Sunday, March 3, 2013

PM aims to get the west on the right road - ABC Online


Updated March 04, 2013 14:06:00


The Prime Minister, Julia Gillard, has given a media address near a busy roadway in western Sydney, in the midst of her five-day tour of the region. Ms Gillard has said she sympathises with residents about the infrastructure problems in the area, and announced that her Federal Government is prepared to make a $1 billion down-payment on a key motorway into the city. But there are conditions attached.


Sabra Lane


Source: The World Today | Duration: 4min 37sec


Topics: alp, federal-government, federal-elections, nsw, australia


Transcript



ELEANOR HALL: But we begin today in western Sydney, where the Prime Minister is in the midst of her five-day tour of the region and has just given a media address near a busy roadway.
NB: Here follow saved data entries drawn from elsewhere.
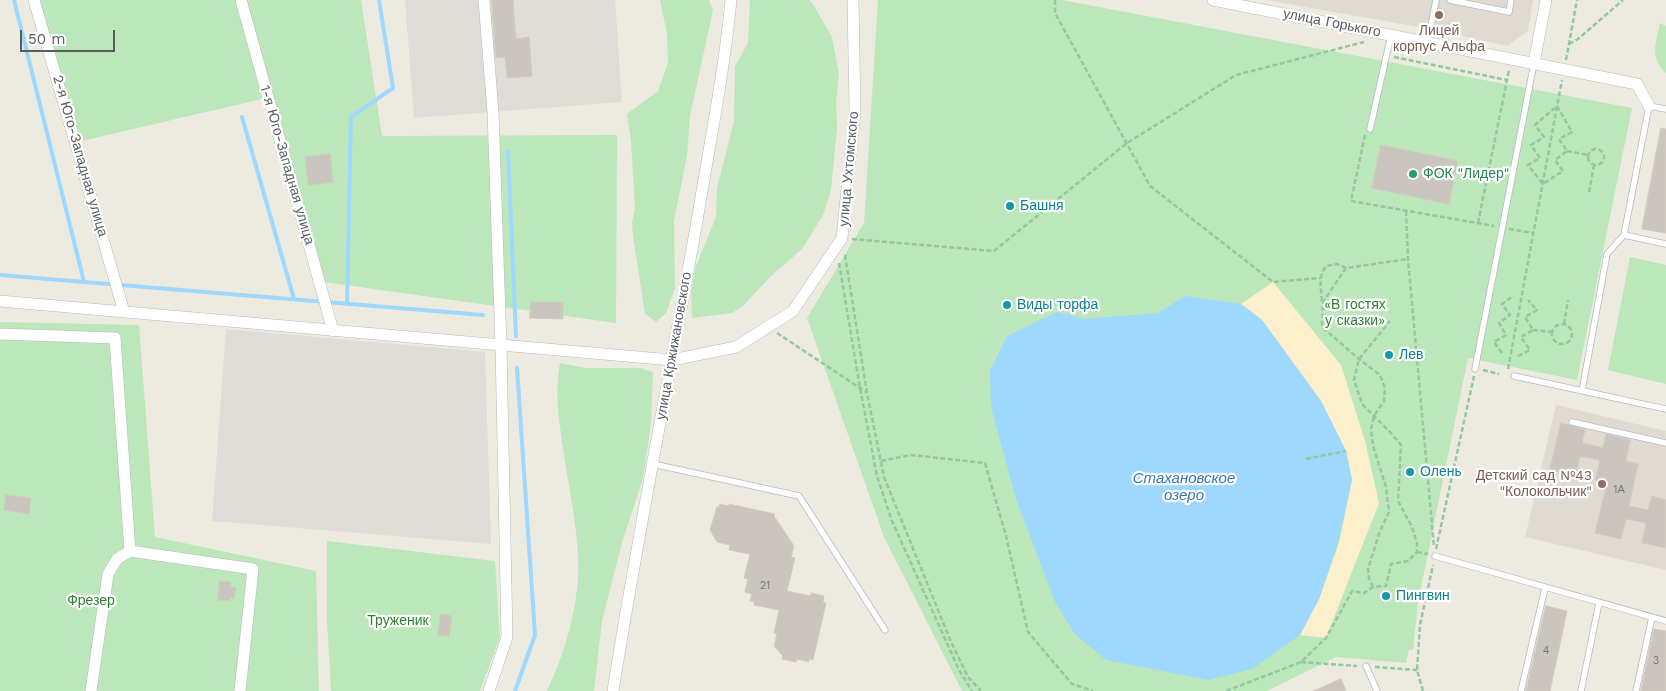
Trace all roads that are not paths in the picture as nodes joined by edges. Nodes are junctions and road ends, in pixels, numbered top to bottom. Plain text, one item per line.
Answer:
1 (34, 0) edge
2 (241, 0) edge
3 (484, 0) edge
4 (731, 0) edge
5 (853, 0) edge
6 (1214, 0) edge
7 (1436, 0) edge
8 (1450, 0) edge
9 (1511, 0) edge
10 (1546, 0) edge
11 (1391, 35) junction
12 (1428, 42) junction
13 (1534, 63) junction
14 (1649, 106) junction
15 (1666, 109) edge
16 (1368, 131) road end
17 (1624, 236) junction
18 (1666, 244) edge
19 (0, 301) edge
20 (124, 312) junction
21 (333, 331) junction
22 (0, 334) edge
23 (501, 346) junction
24 (672, 360) junction
25 (1475, 369) road end
26 (1514, 376) dead end
27 (1582, 391) junction
28 (1666, 410) edge
29 (1572, 422) dead end
30 (1666, 443) edge
31 (653, 464) junction
32 (130, 551) junction
33 (1434, 556) road end
34 (1545, 588) junction
35 (1599, 603) junction
36 (1652, 617) junction
37 (1666, 621) edge
38 (885, 630) dead end
39 (1366, 666) dead end
40 (91, 691) edge
41 (240, 691) edge
42 (488, 691) edge
43 (613, 691) edge
44 (1377, 691) edge
45 (1521, 691) edge
46 (1581, 691) edge
47 (1636, 691) edge

1 - 20 street, 2-я Юго-Западная улица
2 - 21 street, 1-я Юго-Западная улица
3 - 23 street
4 - 24 street, улица Кржижановского
5 - 24 street, улица Ухтомского
6 - 11 street, улица Горького
7 - 12 lane
8 - 9 lane
10 - 13 street
11 - 12 street, улица Горького
11 - 16 lane
12 - 13 street, улица Горького
13 - 14 street, улица Горького
13 - 25 lane
14 - 15 lane
14 - 17 lane
17 - 18 lane
17 - 27 lane
19 - 20 street, улица Ухтомского
20 - 21 street, улица Ухтомского
21 - 23 street, улица Ухтомского
22 - 32 street
23 - 24 street, улица Ухтомского
23 - 42 street
24 - 31 street, улица Кржижановского
26 - 27 lane
27 - 28 lane
29 - 30 lane
31 - 38 lane
31 - 43 street, улица Кржижановского
32 - 40 street
32 - 41 street
33 - 34 lane
34 - 35 lane
34 - 45 lane
35 - 36 lane
35 - 46 lane
36 - 37 lane
36 - 47 lane
39 - 44 lane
Julia Gillard said she sympathised with residents about the infrastructure problems in the area and announced that her government is prepared to make a $1 billion down-payment on a key motorway into the city.


But there are conditions attached.


Joining us now is chief political correspondent Sabra Lane, who's travelling with the Prime Minister. Sabra, describe for us firstly where the PM was as she made this announcement?


SABRA LANE: Well the Prime Minister made this announcement right next to the M7, which is a motorway out in Sydney's west, and it was right near the junction actually of the M4. So it was possibly one of the noisiest locations in Sydney to actually hold the news announcement.


But she basically said that her government was prepared to put $1 billion on the table to build what is known in Sydney at the missing M4 link. The M4 is a motorway from Sydney's west. It stops at Strathfield, so it's about at my guess about 10 kilometres out from the CBD of Sydney.


The O'Farrell Government has plan to link up the M4 and another motorway, the M5, but as part of their plan they don't have a link going to the city. So the Prime Minister says as a condition of her deal, the $1 billion is that they do build a tunnel link to the city but also that a freight link also be constructed to Port Botany to make sure that heavy freight is gotten off those busy motorways as well.


And the other third condition to all of that is that the existing motorways that are free must remain toll free. Now this very much fits in with the Prime Minister's narrative out here in western Sydney.


She says that better roads are needed to help with the lives of families out here and to ease up congestion.


Let's hear how she announced the $1 billion announcement.


JULIA GILLARD: I'm being very practical here. In order to make a difference for the people who get in their cars every morning and try and get to Sydney's CBD for work, they need a better way of getting there.


Not getting, you know, part of the way there, they need a better way of getting to the city - that's what I want to see for those people doing those long commutes currently. I do not have a plan before me that does that.


ELEANOR HALL: That's the Prime Minister Julia Gillard outside, as you said Sabra, that busy motorway there. Is she still insisting that this is governing, not campaigning?


SABRA LANE: Yes, the Prime Minister says that this is a good opportunity for her to get out and about and talk to people. Before she made this announcement, she visited another business in the west, a business that trains disabled people and helps place them in work situations.


So she said it was a good opportunity to talk to that business and the people who are training the clients, in particular, about the National Disability Insurance Scheme, which the Government will roll out launch sites shortly in 17 weeks.


But you know, it's hard Eleanor not to see it anything but the backdrop with the M7, she was surrounded by quite a few of her ministers - Chris Bowen, Anthony Albanese, also David Bradbury, a local member, and also some other western Sydney MPs.


So she had a bevvy of MPs and ministers when she made this announcement.


ELEANOR HALL: And $1 billion is significant. Did she say how this motorway will be funded?


SABRA LANE: Well $1 billion is significant, but it's nowhere near the cost. At the moment, the proposal the Barry O'Farrell Government has put to the Federal Government - it's looking for funding for it already. It's said that the cost could be in total somewhere between $10 billion and $13 billion.


But the Federal Government says it has a huge problem with the plan that has been put by Barry O'Farrell, because they say that it just doesn't make sense to put all this money into this infrastructure and not build a link to the CBD - that it's crazy.


The Prime Minister was asked if she was playing a game of bluff with Barry O'Farrell. Let's hear a response.


JULIA GILLARD: I don't accept Premier O'Farrell's analysis that there is no need for a second airport and that the current airport can cope with all future traffic. I don't accept that. We've been involved in a joint study with New South Wales which unsurprisingly said that there was a need for a second airport.


We, since that time, have been involved in studying the site at Wilton and that is our focus and we are still working on all of the assessments to do with the Wilton site.


ELEANOR HALL: That's the Prime Minister, Julia Gillard, in western Sydney and our chief political correspondent Sabra Lane travelling with her.